Milei’s radical overhaul passes Argentina’s Senate after protesters clash with police
BUENOS AIRES, Argentina — Argentina’s Senate narrowly approved President Javier Milei’s sweeping proposals to slash state spending and boost his own powers on Thursday, handing the libertarian leader a much-needed first legislative victory.
Milei hailed the vote as a “triumph” even as opposition senators scrapped an income tax package and tweaked some contentious elements after an hourslong debate marred by violent clashes between police and protesters in downtown Buenos Aires.
Senate president Victoria Villarruel, the vice president, used a tiebreaking vote to give provisional approval to Milei’s plans to trim the fiscal deficit, incentivize foreign investment and privatize some state-owned companies in a bid to transform the bloated Argentine state and overhaul its long-troubled economy.
The most critical parts of Milei’s legislation went on to pass a marathon article-by-article voting session that stretched into Thursday morning.
His party made some tough concessions, agreeing not to sell off Argentina’s flagship airline Aerolíneas Argentinas, post office or public media company, leaving just a handful of state-owned firms, such as Argentina’s nuclear power company, on the block for possible privatization. A measure lowering the income tax threshold to include thousands more workers also failed to pass the second round of Senate voting, complicating Milei’s fiscal consolidation plans.
Thousands of demonstrators had converged around Congress as Senate opened debate on the key tax and economic austerity legislation.
The Senate’s changes to the state overhaul bill now face a final vote in the lower house. But after months of legislative pushback, it’s likely that the version approved by senators will become law.
As senators clashed over the bill inside Congress on Wednesday, thousands of protesters poured into the streets outside, burning cars and throwing Molotov cocktails as hundreds of federal security forces pushed back with rounds of tear gas and water cannons.
The passage gave a major boost to Milei, a populist outsider who rode to power stridently attacking the establishment but has found it impossible to enact deep reforms without making compromises in Argentina’s opposition-dominated Congress. Milei’s three-year-old party, Liberty Advances, holds just 15% of seats in the lower house and 10% of the Senate.
“Tonight is a triumph for the Argentine people and the first step toward the recovery of our greatness,” Milei posted on X, formerly Twitter, calling his bills “the most ambitious legislative reform of the last 40 years.”
Argentina says that it had cut 15,000 state jobs as part of President Javier Milei’s aggressive campaign to slash spending.
As the sole leader since Argentina’s return to democracy in 1983 not to pass a law within his first six months as president, Milei has struggled to break the legislative impasse that has raised doubts about his governability and unnerved investors otherwise enthused by his libertarian agenda.
Analysts said the bill’s advance was enough, at least in the short term, to reassure jittery markets that Milei’s agenda has enough supporters to survive Argentina’s mounting political chaos and social unrest.

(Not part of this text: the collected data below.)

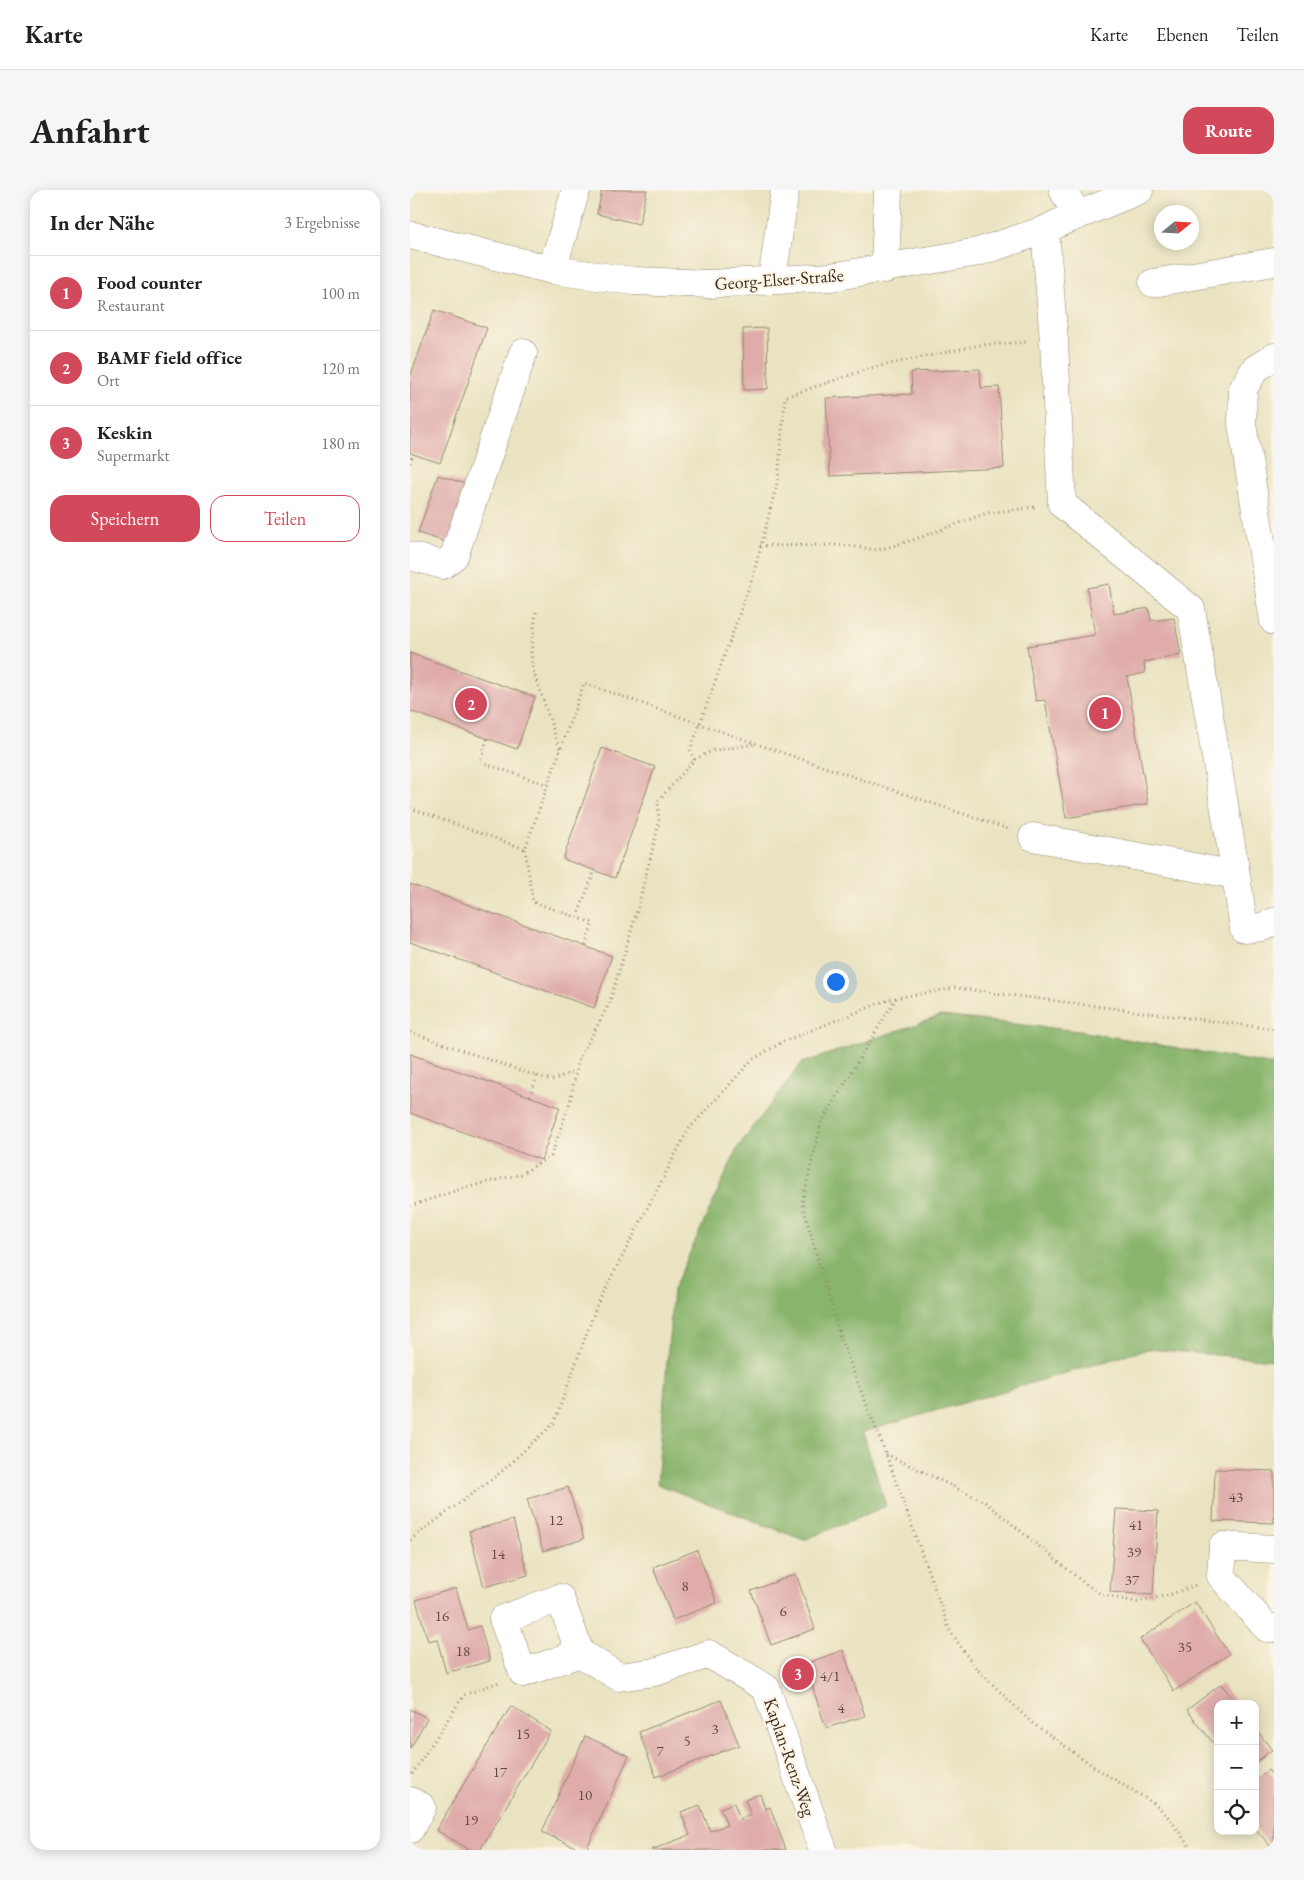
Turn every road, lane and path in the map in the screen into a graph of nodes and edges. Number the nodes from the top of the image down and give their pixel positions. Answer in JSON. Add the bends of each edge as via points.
{"nodes":[{"id":1,"x":576,"y":190,"type":"edge"},
{"id":2,"x":785,"y":190,"type":"edge"},
{"id":3,"x":888,"y":190,"type":"edge"},
{"id":4,"x":1063,"y":190,"type":"edge"},
{"id":5,"x":1139,"y":190,"type":"edge"},
{"id":6,"x":1077,"y":215,"type":"junction"},
{"id":7,"x":1045,"y":230,"type":"junction"},
{"id":8,"x":410,"y":235,"type":"edge"},
{"id":9,"x":1274,"y":262,"type":"edge"},
{"id":10,"x":885,"y":269,"type":"junction"},
{"id":11,"x":552,"y":270,"type":"junction"},
{"id":12,"x":772,"y":280,"type":"junction"},
{"id":13,"x":1152,"y":283,"type":"dead end"},
{"id":14,"x":1054,"y":341,"type":"junction"},
{"id":15,"x":522,"y":352,"type":"dead end"},
{"id":16,"x":1274,"y":356,"type":"edge"},
{"id":17,"x":413,"y":454,"type":"dead end"},
{"id":18,"x":410,"y":463,"type":"edge"},
{"id":19,"x":1062,"y":504,"type":"junction"},
{"id":20,"x":760,"y":546,"type":"junction"},
{"id":21,"x":410,"y":556,"type":"edge"},
{"id":22,"x":536,"y":612,"type":"dead end"},
{"id":23,"x":1274,"y":621,"type":"edge"},
{"id":24,"x":699,"y":724,"type":"junction"},
{"id":25,"x":487,"y":739,"type":"dead end"},
{"id":26,"x":756,"y":744,"type":"junction"},
{"id":27,"x":561,"y":750,"type":"junction"},
{"id":28,"x":694,"y":760,"type":"junction"},
{"id":29,"x":548,"y":785,"type":"junction"},
{"id":30,"x":410,"y":808,"type":"edge"},
{"id":31,"x":1033,"y":837,"type":"joint"},
{"id":32,"x":525,"y":849,"type":"junction"},
{"id":33,"x":595,"y":870,"type":"dead end"},
{"id":34,"x":1236,"y":874,"type":"junction"},
{"id":35,"x":577,"y":917,"type":"junction"},
{"id":36,"x":1274,"y":922,"type":"edge"},
{"id":37,"x":585,"y":947,"type":"dead end"},
{"id":38,"x":896,"y":998,"type":"junction"},
{"id":39,"x":1274,"y":1029,"type":"edge"},
{"id":40,"x":410,"y":1032,"type":"edge"},
{"id":41,"x":576,"y":1071,"type":"junction"},
{"id":42,"x":538,"y":1076,"type":"junction"},
{"id":43,"x":530,"y":1096,"type":"dead end"},
{"id":44,"x":410,"y":1206,"type":"edge"},
{"id":45,"x":886,"y":1454,"type":"junction"},
{"id":46,"x":410,"y":1540,"type":"edge"},
{"id":47,"x":1274,"y":1549,"type":"edge"},
{"id":48,"x":1220,"y":1576,"type":"junction"},
{"id":49,"x":1274,"y":1628,"type":"edge"},
{"id":50,"x":580,"y":1653,"type":"junction"},
{"id":51,"x":523,"y":1673,"type":"junction"},
{"id":52,"x":410,"y":1777,"type":"edge"},
{"id":53,"x":410,"y":1800,"type":"edge"},
{"id":54,"x":410,"y":1829,"type":"edge"},
{"id":55,"x":823,"y":1850,"type":"edge"},
{"id":56,"x":1192,"y":1850,"type":"edge"}],
"edges":[{"from":1,"to":11,"type":"street"},
{"from":2,"to":12,"type":"street"},
{"from":3,"to":10,"type":"street"},
{"from":4,"to":6,"type":"street"},
{"from":5,"to":6,"type":"street","name":"Georg-Elser-Straße"},
{"from":6,"to":7,"type":"street","name":"Georg-Elser-Straße"},
{"from":7,"to":10,"type":"street","name":"Georg-Elser-Straße","via":[[978,252]]},
{"from":7,"to":14,"type":"street"},
{"from":8,"to":11,"type":"street","name":"Georg-Elser-Straße"},
{"from":9,"to":13,"type":"street"},
{"from":10,"to":12,"type":"street","name":"Georg-Elser-Straße","via":[[831,277]]},
{"from":11,"to":12,"type":"street","name":"Georg-Elser-Straße","via":[[634,281],[710,284]]},
{"from":14,"to":19,"type":"street"},
{"from":14,"to":20,"type":"path","via":[[980,345],[922,356],[871,368],[785,397],[778,480]]},
{"from":15,"to":21,"type":"street","via":[[454,556],[443,565]]},
{"from":16,"to":23,"type":"street","via":[[1255,368],[1243,389],[1242,424]]},
{"from":17,"to":18,"type":"path"},
{"from":19,"to":20,"type":"path","via":[[987,513],[878,550],[841,545]]},
{"from":19,"to":34,"type":"street","via":[[1191,609]]},
{"from":20,"to":24,"type":"path","via":[[753,576]]},
{"from":22,"to":27,"type":"path","via":[[531,653],[533,670]]},
{"from":24,"to":26,"type":"path"},
{"from":24,"to":27,"type":"path","via":[[584,683]]},
{"from":24,"to":28,"type":"path","via":[[690,750]]},
{"from":25,"to":29,"type":"path","via":[[480,762]]},
{"from":26,"to":28,"type":"path","via":[[711,751]]},
{"from":26,"to":31,"type":"path"},
{"from":27,"to":29,"type":"path"},
{"from":28,"to":41,"type":"path","via":[[658,801],[659,823],[631,933],[609,1004],[578,1061]]},
{"from":29,"to":32,"type":"path"},
{"from":30,"to":32,"type":"path"},
{"from":31,"to":34,"type":"street"},
{"from":32,"to":35,"type":"path","via":[[533,902]]},
{"from":33,"to":35,"type":"path"},
{"from":34,"to":36,"type":"street","via":[[1244,929]]},
{"from":35,"to":37,"type":"path","via":[[593,923]]},
{"from":38,"to":39,"type":"path","via":[[954,988]]},
{"from":38,"to":45,"type":"path","via":[[821,1123],[802,1203],[841,1340]]},
{"from":38,"to":46,"type":"path","via":[[782,1042],[752,1060],[688,1130],[597,1305],[554,1423],[500,1473]]},
{"from":40,"to":42,"type":"path"},
{"from":41,"to":42,"type":"path","via":[[552,1080]]},
{"from":41,"to":44,"type":"path","via":[[570,1102],[551,1156],[521,1174]]},
{"from":42,"to":43,"type":"path"},
{"from":45,"to":48,"type":"path","via":[[985,1502],[1102,1595],[1137,1602],[1169,1595]]},
{"from":45,"to":56,"type":"path","via":[[949,1629],[973,1665],[1031,1722],[1097,1769],[1155,1804]]},
{"from":47,"to":48,"type":"street","via":[[1223,1546]]},
{"from":48,"to":49,"type":"street","via":[[1267,1628]]},
{"from":50,"to":51,"type":"street"},
{"from":50,"to":51,"type":"street","via":[[560,1598],[503,1619]]},
{"from":50,"to":55,"type":"street","name":"Kaplan-Renz-Weg","via":[[619,1677],[655,1672],[709,1654],[766,1688]]},
{"from":51,"to":52,"type":"path","via":[[464,1695]]},
{"from":53,"to":54,"type":"street","via":[[422,1807]]}]}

Argentina sovereign bond yields jumped on news of the approval Thursday.
But the opposition has vowed to keep fighting and the plans passed with a razor-thin majority remain riddled with uncertainties.
“The Milei government showed it’s in a political learning curve, which is positive for investors and markets whose main concern is how much of his reform promises will materialize,” said Marcelo J. García, Americas director at geopolitical risk firm Horizon Engage. “But he’ll need to engage in issue-by-issue dialogue to implement at least part of his reform agenda.”

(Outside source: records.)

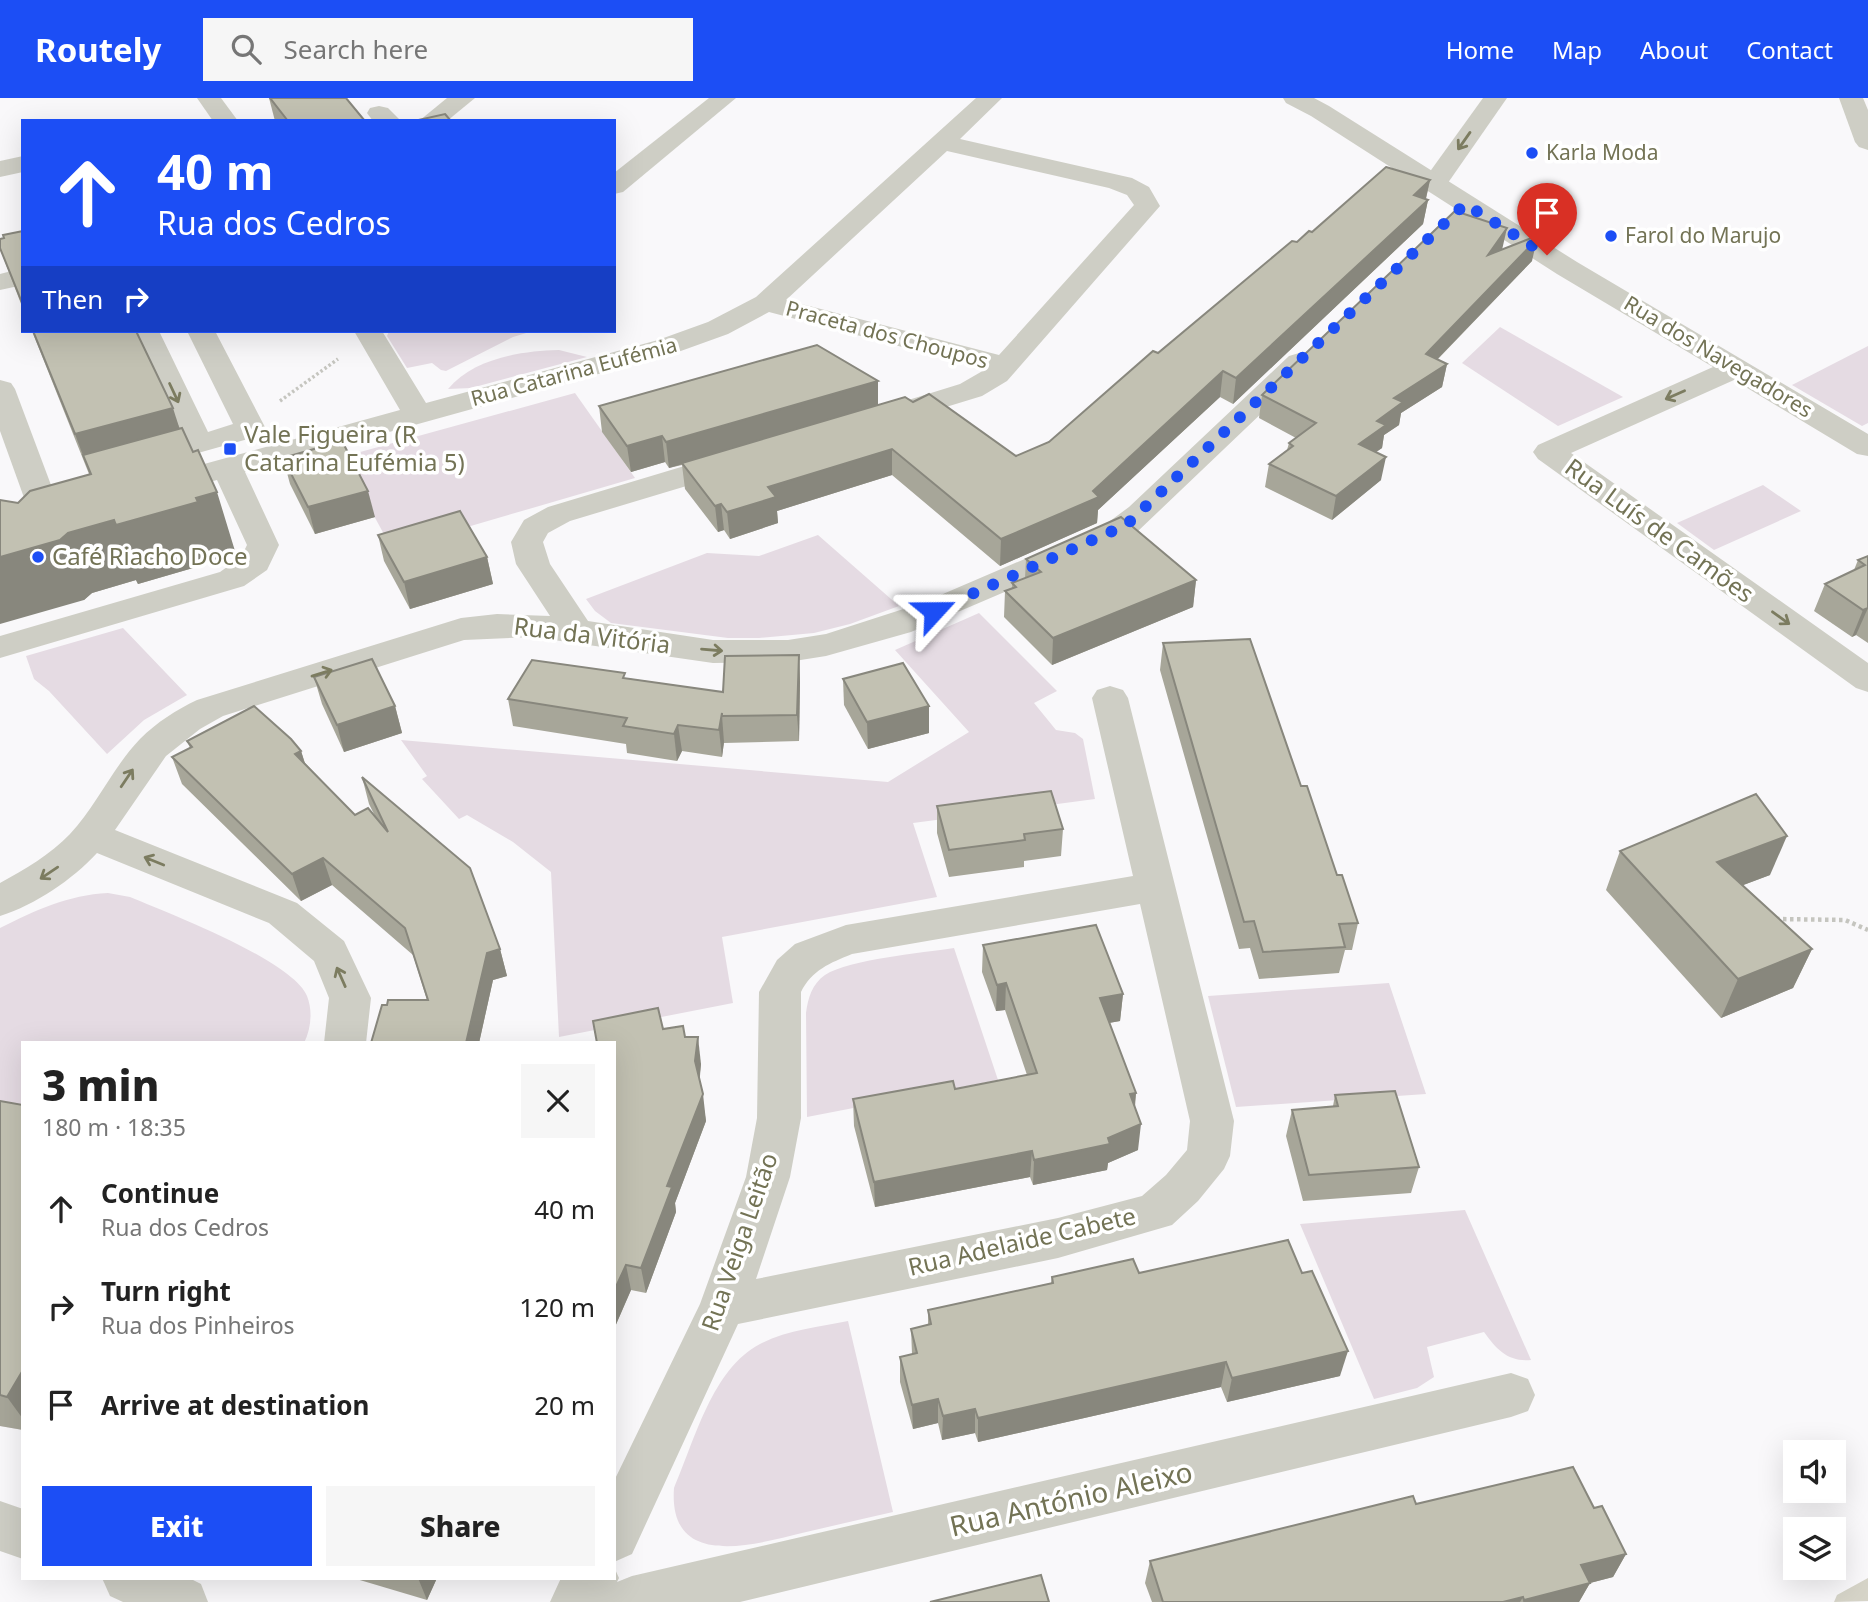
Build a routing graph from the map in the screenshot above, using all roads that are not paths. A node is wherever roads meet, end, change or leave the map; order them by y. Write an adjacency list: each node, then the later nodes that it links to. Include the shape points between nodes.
1 (463, 98): 8 (street)
2 (724, 98): 13 (street)
3 (990, 98): 9 (street, Praceta dos Choupos)
4 (1296, 98): 7 (street, Rua dos Navegadores)
5 (1495, 98): 14 (street, one-way to 14)
6 (1851, 98): 10 (street)
7 (1327, 104): 14 (street, Rua dos Navegadores)
8 (434, 119)
9 (942, 142): 17 (street, Praceta dos Choupos); 22 (street, Praceta dos Choupos, via 1117,182 1144,195 1147,206 1142,214)
10 (1868, 142)
11 (21, 164): 12 (street)
12 (0, 169)
13 (616, 184)
14 (1434, 184): 23 (street, Rua dos Navegadores, via 1455,213 1567,268)
15 (21, 277): 16 (street)
16 (0, 282)
17 (754, 310): 22 (street, Praceta dos Choupos); 25 (street, Rua Catarina Eufémia, via 694,339)
18 (146, 333): 19 (street, one-way to 19, via 198,444 251,429)
19 (202, 333)
20 (371, 336): 25 (street)
21 (1316, 345): 32 (street, Rua da Vitória, one-way to 21, via 748,653 799,650 893,628 1126,525)
22 (1007, 366): 26 (street, Praceta dos Choupos, via 971,390)
23 (1737, 367): 27 (street, Rua dos Navegadores); 34 (street, Rua Luís de Camões, one-way to 34, via 1549,452)
24 (0, 390): 31 (street)
25 (418, 415): 29 (street, Rua Catarina Eufémia)
26 (861, 424)
27 (1868, 447)
28 (756, 455): 32 (street, via 559,514 535,527 527,542 533,564)
29 (227, 467): 30 (street, Rua Catarina Eufémia); 33 (street, via 263,545 256,563 232,579)
30 (124, 496)
31 (47, 517)
32 (577, 631): 36 (street, Rua da Vitória, one-way to 32, via 147,751 184,720 210,708 461,629 515,624)
33 (0, 647)
34 (1868, 680)
35 (1110, 698): 37 (street, Rua Adelaide Cabete)
36 (90, 835): 38 (street, Rua da Vitória, one-way to 38, via 67,860); 39 (street, one-way to 36, via 350,998 330,952 283,913)
37 (1154, 887): 40 (street, Rua Veiga Leitão, via 846,940 809,955 791,971 780,992 779,1118 768,1177); 40 (street, Rua Adelaide Cabete, via 1212,1121 1209,1156 1182,1188 1156,1211 1112,1224)
38 (0, 901)
39 (345, 1041)
40 (723, 1306): 44 (street, Rua Veiga Leitão)
41 (1511, 1395): 49 (street, Rua António Aleixo)
42 (0, 1526): 43 (street)
43 (21, 1533)
44 (616, 1533)
45 (132, 1580): 47 (street)
46 (592, 1580): 48 (street)
47 (182, 1602)
48 (576, 1602)
49 (632, 1602)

For nearly 21 hours, lawmakers haggled over the 238-article state reform bill, unpicking some parts but passing Milei’s highly divisive declaration of a one-year state of emergency and delegation of broad powers to the president in energy, pensions, security and other matters until the end of his term in 2027.
Argentina’s biggest trade unions have mounted one of their fiercest challenges to the libertarian government of President Javier Milei.
In a reflection of the governing party’s weakness, Villarruel again used a casting vote to approve Milei’s expanded powers after a 35-35 tie.
Other articles seen as controversial that passed include an incentive scheme that would give investors lucrative tax breaks for 30 years.
His vision marks a stark reversal from that of the left-leaning Peronist movement, aligned with former leftist president Cristina Fernández de Kirchner, which has run vast budget deficits financed by printing money for much of the last two decades.
The spending cuts and currency devaluation that Milei has delivered have, at least in the short term, hit the populace hard — exacerbating a recession, increasing poverty to 55% and driving annual inflation toward 300%, among the highest in the world.
The pain has tested the patience of ordinary Argentines still waiting to see the promised benefits of his reforms, including stable currency, tamer inflation and fresh foreign investment.
Debre writes for the Associated Press.